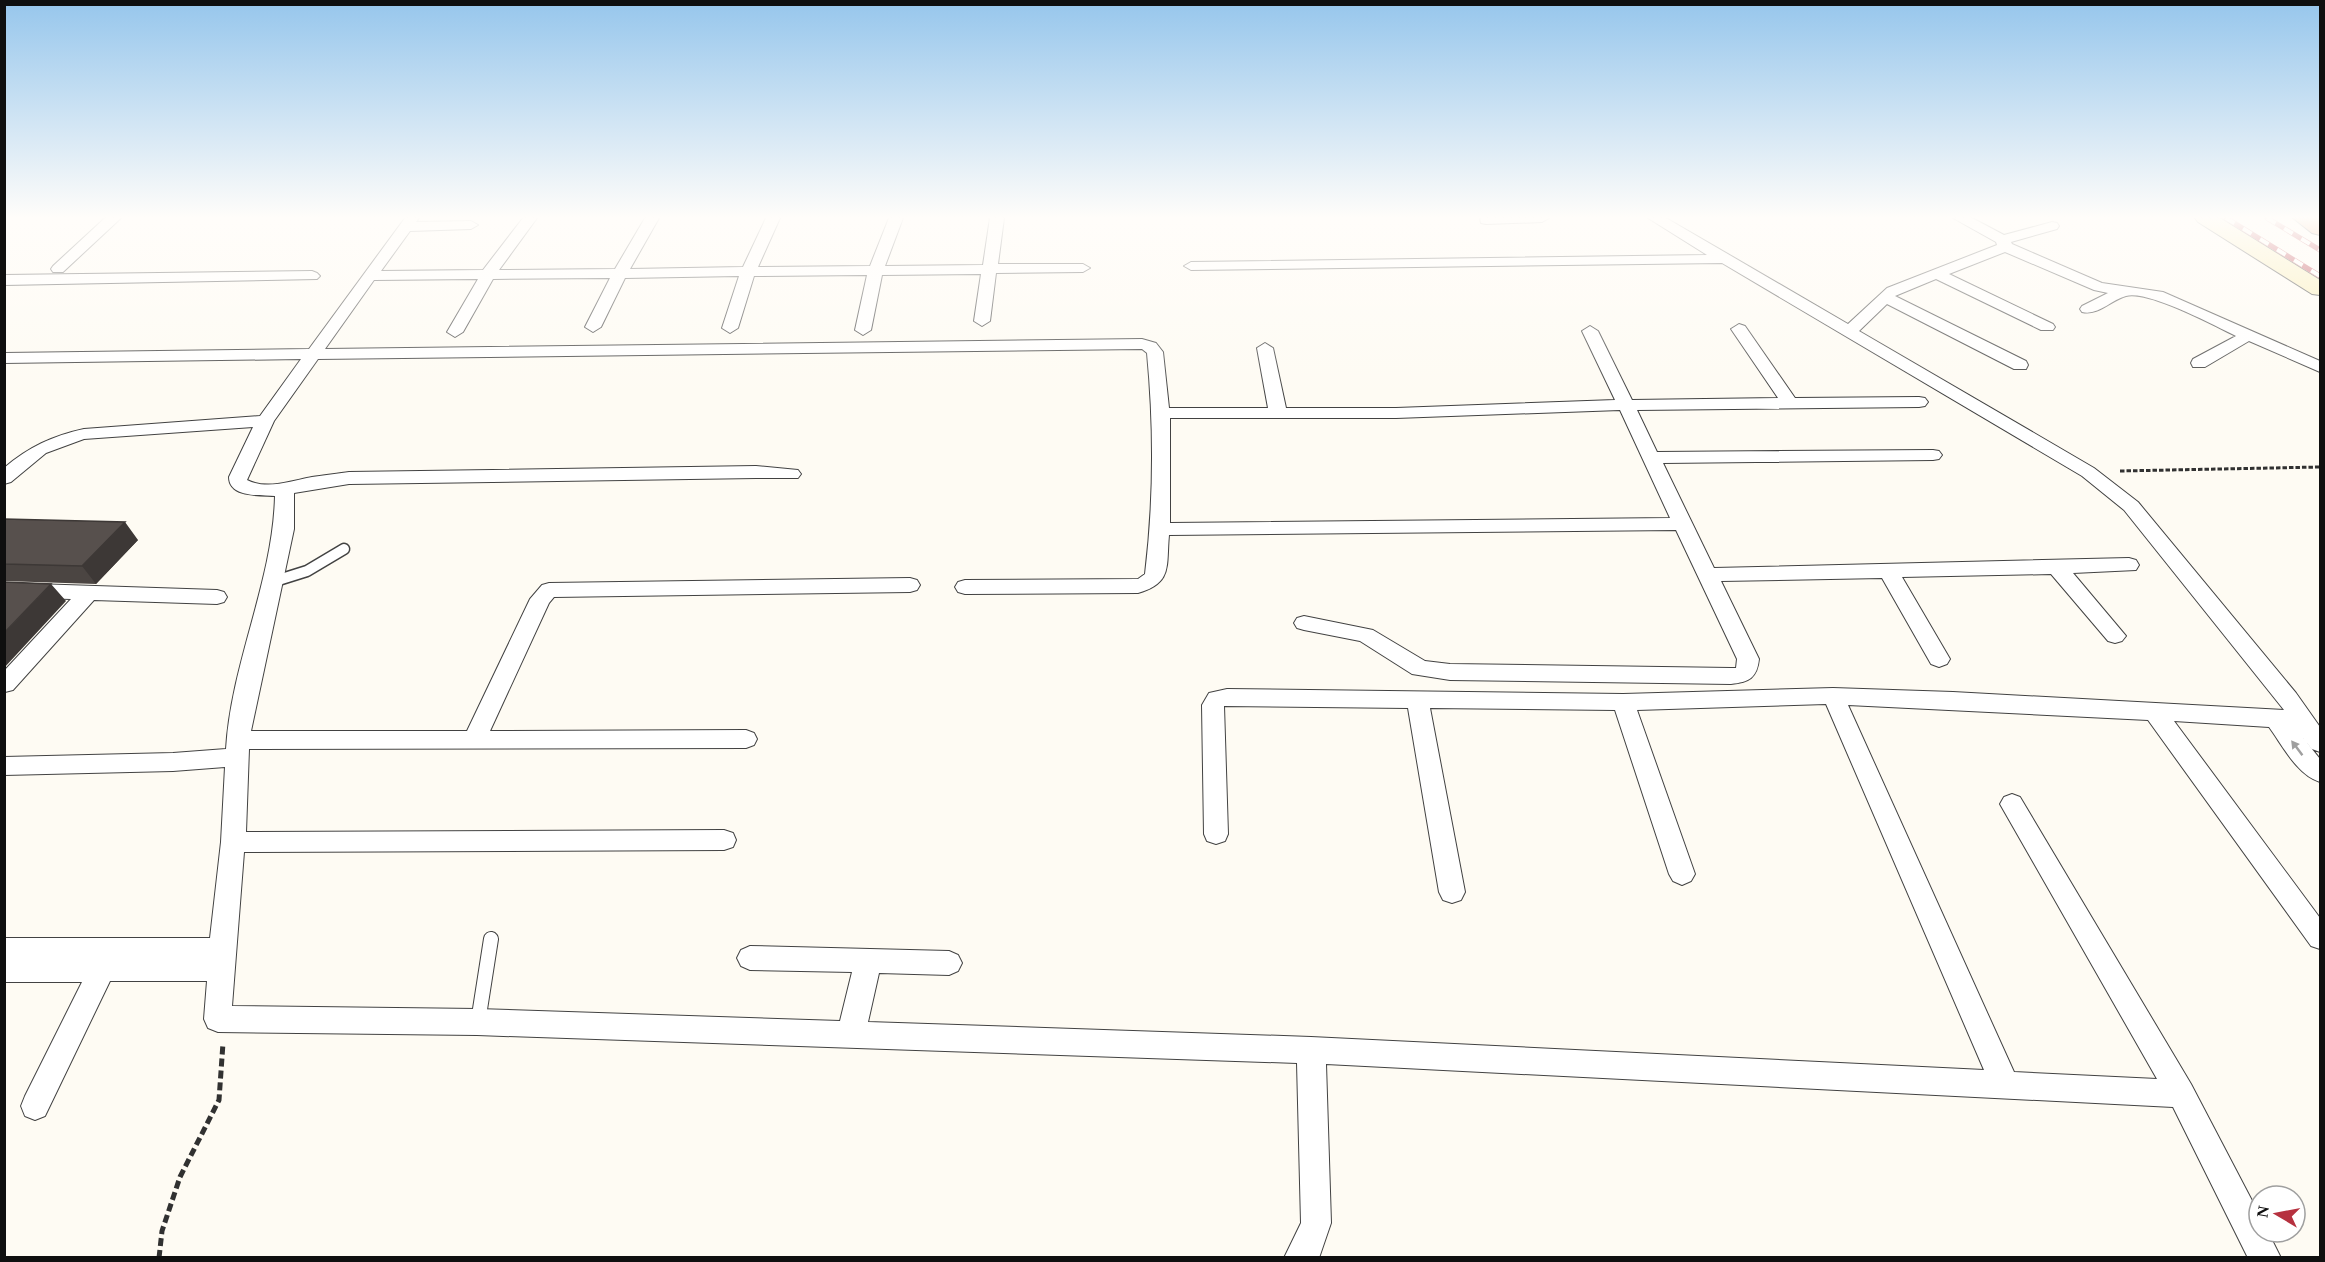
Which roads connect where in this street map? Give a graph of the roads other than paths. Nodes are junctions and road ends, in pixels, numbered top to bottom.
1 (243, 277) edge
2 (368, 277) edge
3 (487, 277) edge
4 (618, 277) edge
5 (746, 277) edge
6 (874, 277) edge
7 (988, 277) edge
8 (1753, 277) edge
9 (1929, 277) edge
10 (1943, 277) edge
11 (2077, 277) edge
12 (2300, 277) edge
13 (4, 280) edge
14 (2320, 289) edge
15 (2122, 292) junction
16 (1885, 297) junction
17 (2088, 309) dead end
18 (982, 321) dead end
19 (593, 327) dead end
20 (2047, 327) dead end
21 (730, 328) dead end
22 (1738, 328) dead end
23 (863, 330) dead end
24 (1590, 331) dead end
25 (455, 332) dead end
26 (1849, 332) junction
27 (2249, 335) junction
28 (1265, 348) dead end
29 (313, 356) junction
30 (4, 358) edge
31 (2199, 363) dead end
32 (2020, 365) dead end
33 (2320, 367) edge
34 (1918, 402) dead end
35 (1790, 404) junction
36 (1626, 405) junction
37 (1161, 413) junction
38 (1278, 413) junction
39 (265, 421) junction
40 (1933, 455) dead end
41 (1651, 458) junction
42 (792, 474) dead end
43 (4, 478) edge
44 (285, 490) junction
45 (1684, 524) junction
46 (1160, 529) junction
47 (344, 549) dead end
48 (2128, 565) dead end
49 (2057, 567) junction
50 (1888, 571) junction
51 (1707, 575) junction
52 (272, 582) junction
53 (910, 585) dead end
54 (965, 587) dead end
55 (11, 590) edge
56 (90, 592) junction
57 (217, 597) dead end
58 (1304, 623) dead end
59 (2115, 636) dead end
60 (1939, 658) dead end
61 (5, 684) edge
62 (1833, 696) junction
63 (1418, 701) junction
64 (1623, 702) junction
65 (2154, 711) junction
66 (2277, 720) junction
67 (2302, 720) junction
68 (475, 738) junction
69 (746, 740) dead end
70 (2320, 743) edge
71 (237, 749) junction
72 (4, 766) edge
73 (2320, 773) edge
74 (2012, 804) dead end
75 (1216, 834) dead end
76 (724, 840) dead end
77 (233, 842) junction
78 (1682, 874) dead end
79 (1452, 892) dead end
80 (2320, 938) edge
81 (491, 939) dead end
82 (4, 950) edge
83 (750, 958) dead end
84 (222, 960) junction
85 (868, 961) junction
86 (949, 963) dead end
87 (4, 970) edge
88 (102, 970) junction
89 (477, 1022) junction
90 (851, 1035) junction
91 (1311, 1050) junction
92 (2005, 1085) junction
93 (2181, 1094) junction
94 (35, 1106) dead end
95 (1300, 1257) edge
96 (2265, 1257) edge

1 - 13 street
2 - 29 street
3 - 25 street
4 - 19 street
5 - 21 street
6 - 23 street
7 - 18 street
8 - 26 street
9 - 16 street
10 - 20 street
11 - 15 street
12 - 14 main road
15 - 17 street
15 - 27 street
16 - 26 street
16 - 32 street
22 - 35 street
24 - 36 street
26 - 67 street
27 - 31 street
27 - 33 street
28 - 38 street
29 - 30 street
29 - 37 street
29 - 39 street
34 - 35 street
35 - 36 street
36 - 38 street
36 - 41 street
37 - 38 street
37 - 46 street
39 - 43 street
39 - 44 street
40 - 41 street
41 - 45 street
42 - 44 street
44 - 52 street
45 - 46 street
45 - 51 street
46 - 54 street
47 - 52 lane
48 - 49 street
49 - 50 street
49 - 59 street
50 - 51 street
50 - 60 street
51 - 58 street
52 - 71 street
53 - 68 street
55 - 56 street
56 - 57 street
56 - 61 street
62 - 64 street
62 - 65 street
62 - 92 street
63 - 64 street
63 - 75 street
63 - 79 street
64 - 78 street
65 - 66 street
65 - 80 street
66 - 67 street
73 -> 66 street
67 - 70 street
68 - 69 street
68 - 71 street
71 - 72 street
71 - 77 street
74 - 93 street
76 - 77 street
77 - 84 street
81 - 89 lane
82 - 84 street
83 - 85 street
84 - 88 street
84 - 89 street
85 - 86 street
85 - 90 street
87 - 88 street
88 - 94 street
89 - 90 street
90 - 91 street
91 - 92 street
91 - 95 street
92 - 93 street
93 - 96 street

[WHAT TO PRODUCE] The answer must be an exact reproduction of the records, with every picture left out.

[SOLVED PROBLEM]
Which roads connect where in this street map? Give a graph of the roads other than paths. Nodes are junctions and road ends, in pixels, numbered top to bottom.
1 (243, 277) edge
2 (368, 277) edge
3 (487, 277) edge
4 (618, 277) edge
5 (746, 277) edge
6 (874, 277) edge
7 (988, 277) edge
8 (1753, 277) edge
9 (1929, 277) edge
10 (1943, 277) edge
11 (2077, 277) edge
12 (2300, 277) edge
13 (4, 280) edge
14 (2320, 289) edge
15 (2122, 292) junction
16 (1885, 297) junction
17 (2088, 309) dead end
18 (982, 321) dead end
19 (593, 327) dead end
20 (2047, 327) dead end
21 (730, 328) dead end
22 (1738, 328) dead end
23 (863, 330) dead end
24 (1590, 331) dead end
25 (455, 332) dead end
26 (1849, 332) junction
27 (2249, 335) junction
28 (1265, 348) dead end
29 (313, 356) junction
30 (4, 358) edge
31 (2199, 363) dead end
32 (2020, 365) dead end
33 (2320, 367) edge
34 (1918, 402) dead end
35 (1790, 404) junction
36 (1626, 405) junction
37 (1161, 413) junction
38 (1278, 413) junction
39 (265, 421) junction
40 (1933, 455) dead end
41 (1651, 458) junction
42 (792, 474) dead end
43 (4, 478) edge
44 (285, 490) junction
45 (1684, 524) junction
46 (1160, 529) junction
47 (344, 549) dead end
48 (2128, 565) dead end
49 (2057, 567) junction
50 (1888, 571) junction
51 (1707, 575) junction
52 (272, 582) junction
53 (910, 585) dead end
54 (965, 587) dead end
55 (11, 590) edge
56 (90, 592) junction
57 (217, 597) dead end
58 (1304, 623) dead end
59 (2115, 636) dead end
60 (1939, 658) dead end
61 (5, 684) edge
62 (1833, 696) junction
63 (1418, 701) junction
64 (1623, 702) junction
65 (2154, 711) junction
66 (2277, 720) junction
67 (2302, 720) junction
68 (475, 738) junction
69 (746, 740) dead end
70 (2320, 743) edge
71 (237, 749) junction
72 (4, 766) edge
73 (2320, 773) edge
74 (2012, 804) dead end
75 (1216, 834) dead end
76 (724, 840) dead end
77 (233, 842) junction
78 (1682, 874) dead end
79 (1452, 892) dead end
80 (2320, 938) edge
81 (491, 939) dead end
82 (4, 950) edge
83 (750, 958) dead end
84 (222, 960) junction
85 (868, 961) junction
86 (949, 963) dead end
87 (4, 970) edge
88 (102, 970) junction
89 (477, 1022) junction
90 (851, 1035) junction
91 (1311, 1050) junction
92 (2005, 1085) junction
93 (2181, 1094) junction
94 (35, 1106) dead end
95 (1300, 1257) edge
96 (2265, 1257) edge

1 - 13 street
2 - 29 street
3 - 25 street
4 - 19 street
5 - 21 street
6 - 23 street
7 - 18 street
8 - 26 street
9 - 16 street
10 - 20 street
11 - 15 street
12 - 14 main road
15 - 17 street
15 - 27 street
16 - 26 street
16 - 32 street
22 - 35 street
24 - 36 street
26 - 67 street
27 - 31 street
27 - 33 street
28 - 38 street
29 - 30 street
29 - 37 street
29 - 39 street
34 - 35 street
35 - 36 street
36 - 38 street
36 - 41 street
37 - 38 street
37 - 46 street
39 - 43 street
39 - 44 street
40 - 41 street
41 - 45 street
42 - 44 street
44 - 52 street
45 - 46 street
45 - 51 street
46 - 54 street
47 - 52 lane
48 - 49 street
49 - 50 street
49 - 59 street
50 - 51 street
50 - 60 street
51 - 58 street
52 - 71 street
53 - 68 street
55 - 56 street
56 - 57 street
56 - 61 street
62 - 64 street
62 - 65 street
62 - 92 street
63 - 64 street
63 - 75 street
63 - 79 street
64 - 78 street
65 - 66 street
65 - 80 street
66 - 67 street
73 -> 66 street
67 - 70 street
68 - 69 street
68 - 71 street
71 - 72 street
71 - 77 street
74 - 93 street
76 - 77 street
77 - 84 street
81 - 89 lane
82 - 84 street
83 - 85 street
84 - 88 street
84 - 89 street
85 - 86 street
85 - 90 street
87 - 88 street
88 - 94 street
89 - 90 street
90 - 91 street
91 - 92 street
91 - 95 street
92 - 93 street
93 - 96 street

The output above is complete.